# PROBLEM STATEMENT:
Pull every line that includes the word "Maréchaux" out of the data below and copy it.

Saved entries
-=-=-=-=-

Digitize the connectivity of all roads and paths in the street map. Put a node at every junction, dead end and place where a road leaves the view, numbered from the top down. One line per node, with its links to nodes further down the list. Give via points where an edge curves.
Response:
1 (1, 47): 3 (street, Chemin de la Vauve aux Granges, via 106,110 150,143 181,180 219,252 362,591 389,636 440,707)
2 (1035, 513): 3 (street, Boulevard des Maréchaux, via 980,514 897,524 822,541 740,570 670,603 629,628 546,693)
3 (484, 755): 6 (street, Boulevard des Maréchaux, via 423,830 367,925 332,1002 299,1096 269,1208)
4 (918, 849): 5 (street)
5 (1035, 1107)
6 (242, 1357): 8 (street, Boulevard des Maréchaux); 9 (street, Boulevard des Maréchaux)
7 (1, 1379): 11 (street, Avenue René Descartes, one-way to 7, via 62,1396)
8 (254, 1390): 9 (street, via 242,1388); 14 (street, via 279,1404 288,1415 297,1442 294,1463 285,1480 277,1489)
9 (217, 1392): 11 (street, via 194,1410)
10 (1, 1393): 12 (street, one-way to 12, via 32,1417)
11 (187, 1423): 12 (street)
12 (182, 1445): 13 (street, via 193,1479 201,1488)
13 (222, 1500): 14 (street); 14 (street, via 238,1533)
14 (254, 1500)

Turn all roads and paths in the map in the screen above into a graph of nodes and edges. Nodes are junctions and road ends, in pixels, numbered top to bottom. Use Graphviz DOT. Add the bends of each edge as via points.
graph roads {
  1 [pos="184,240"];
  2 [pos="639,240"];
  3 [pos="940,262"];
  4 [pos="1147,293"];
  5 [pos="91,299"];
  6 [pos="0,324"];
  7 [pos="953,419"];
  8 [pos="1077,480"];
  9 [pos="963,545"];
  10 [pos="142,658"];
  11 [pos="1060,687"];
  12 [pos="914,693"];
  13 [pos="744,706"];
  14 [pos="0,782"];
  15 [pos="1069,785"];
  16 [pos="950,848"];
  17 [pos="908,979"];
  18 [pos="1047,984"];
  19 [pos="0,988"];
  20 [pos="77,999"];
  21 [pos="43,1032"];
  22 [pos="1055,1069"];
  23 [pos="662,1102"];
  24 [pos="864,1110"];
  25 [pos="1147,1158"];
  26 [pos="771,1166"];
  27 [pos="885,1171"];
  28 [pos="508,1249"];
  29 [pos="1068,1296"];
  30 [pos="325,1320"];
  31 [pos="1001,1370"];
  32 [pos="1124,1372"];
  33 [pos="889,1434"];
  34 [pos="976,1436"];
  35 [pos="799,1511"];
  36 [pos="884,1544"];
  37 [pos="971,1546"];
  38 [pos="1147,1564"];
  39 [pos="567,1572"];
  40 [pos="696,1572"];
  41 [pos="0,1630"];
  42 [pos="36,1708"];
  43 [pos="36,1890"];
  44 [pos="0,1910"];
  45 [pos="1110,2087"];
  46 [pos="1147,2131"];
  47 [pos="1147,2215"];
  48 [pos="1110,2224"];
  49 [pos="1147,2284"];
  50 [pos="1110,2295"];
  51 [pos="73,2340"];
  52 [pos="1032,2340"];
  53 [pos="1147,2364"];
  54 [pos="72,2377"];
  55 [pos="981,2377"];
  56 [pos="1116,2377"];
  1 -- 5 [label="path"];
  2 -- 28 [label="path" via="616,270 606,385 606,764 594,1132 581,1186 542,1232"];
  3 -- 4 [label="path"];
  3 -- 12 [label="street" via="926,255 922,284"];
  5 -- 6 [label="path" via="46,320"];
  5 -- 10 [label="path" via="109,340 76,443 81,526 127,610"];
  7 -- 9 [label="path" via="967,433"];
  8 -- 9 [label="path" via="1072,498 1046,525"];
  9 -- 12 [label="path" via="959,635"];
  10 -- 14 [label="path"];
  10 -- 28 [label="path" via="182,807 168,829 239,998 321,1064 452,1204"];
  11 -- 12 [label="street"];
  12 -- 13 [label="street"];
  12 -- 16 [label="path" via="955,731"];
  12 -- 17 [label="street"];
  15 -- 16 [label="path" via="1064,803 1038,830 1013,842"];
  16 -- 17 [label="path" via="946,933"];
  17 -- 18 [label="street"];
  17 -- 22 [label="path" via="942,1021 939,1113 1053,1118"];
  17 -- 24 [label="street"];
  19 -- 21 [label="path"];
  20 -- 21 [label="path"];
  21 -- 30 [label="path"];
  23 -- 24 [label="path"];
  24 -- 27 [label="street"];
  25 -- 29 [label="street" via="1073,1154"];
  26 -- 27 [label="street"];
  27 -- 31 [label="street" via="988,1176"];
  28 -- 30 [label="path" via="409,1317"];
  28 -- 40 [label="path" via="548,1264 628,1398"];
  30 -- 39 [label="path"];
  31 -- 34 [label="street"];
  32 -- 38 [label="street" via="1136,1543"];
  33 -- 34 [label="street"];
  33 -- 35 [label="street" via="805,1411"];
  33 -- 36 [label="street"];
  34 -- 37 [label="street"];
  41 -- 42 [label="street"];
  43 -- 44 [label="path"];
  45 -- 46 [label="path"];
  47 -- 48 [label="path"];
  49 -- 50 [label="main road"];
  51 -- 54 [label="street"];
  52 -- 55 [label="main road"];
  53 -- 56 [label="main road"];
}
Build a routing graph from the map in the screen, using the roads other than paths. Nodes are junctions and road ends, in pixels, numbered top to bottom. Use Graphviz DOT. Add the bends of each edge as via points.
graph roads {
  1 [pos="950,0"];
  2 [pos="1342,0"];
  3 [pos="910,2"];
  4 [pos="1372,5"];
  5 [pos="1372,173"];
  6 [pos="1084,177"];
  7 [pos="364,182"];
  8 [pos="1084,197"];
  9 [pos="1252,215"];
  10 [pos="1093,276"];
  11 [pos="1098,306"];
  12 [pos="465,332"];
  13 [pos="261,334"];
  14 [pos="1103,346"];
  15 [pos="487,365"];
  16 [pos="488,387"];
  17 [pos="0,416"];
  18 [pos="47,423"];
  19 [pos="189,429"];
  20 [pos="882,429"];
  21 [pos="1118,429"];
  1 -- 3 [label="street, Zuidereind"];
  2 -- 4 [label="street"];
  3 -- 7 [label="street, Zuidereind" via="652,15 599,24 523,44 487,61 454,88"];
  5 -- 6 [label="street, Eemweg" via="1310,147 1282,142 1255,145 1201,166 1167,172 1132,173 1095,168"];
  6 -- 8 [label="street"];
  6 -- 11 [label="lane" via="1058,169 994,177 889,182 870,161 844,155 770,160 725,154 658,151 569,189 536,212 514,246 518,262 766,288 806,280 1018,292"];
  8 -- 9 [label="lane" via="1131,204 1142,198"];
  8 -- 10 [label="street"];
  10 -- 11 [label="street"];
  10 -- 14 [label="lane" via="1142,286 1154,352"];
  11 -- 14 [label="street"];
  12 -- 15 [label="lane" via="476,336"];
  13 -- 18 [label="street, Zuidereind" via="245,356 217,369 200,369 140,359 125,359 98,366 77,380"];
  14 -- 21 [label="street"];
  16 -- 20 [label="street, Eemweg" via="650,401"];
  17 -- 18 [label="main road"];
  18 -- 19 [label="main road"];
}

-=-=-=-=-

# ANSWER AREA:
2 (1035, 513): 3 (street, Boulevard des Maréchaux, via 980,514 897,524 822,541 740,570 670,603 629,628 546,693)
3 (484, 755): 6 (street, Boulevard des Maréchaux, via 423,830 367,925 332,1002 299,1096 269,1208)
6 (242, 1357): 8 (street, Boulevard des Maréchaux); 9 (street, Boulevard des Maréchaux)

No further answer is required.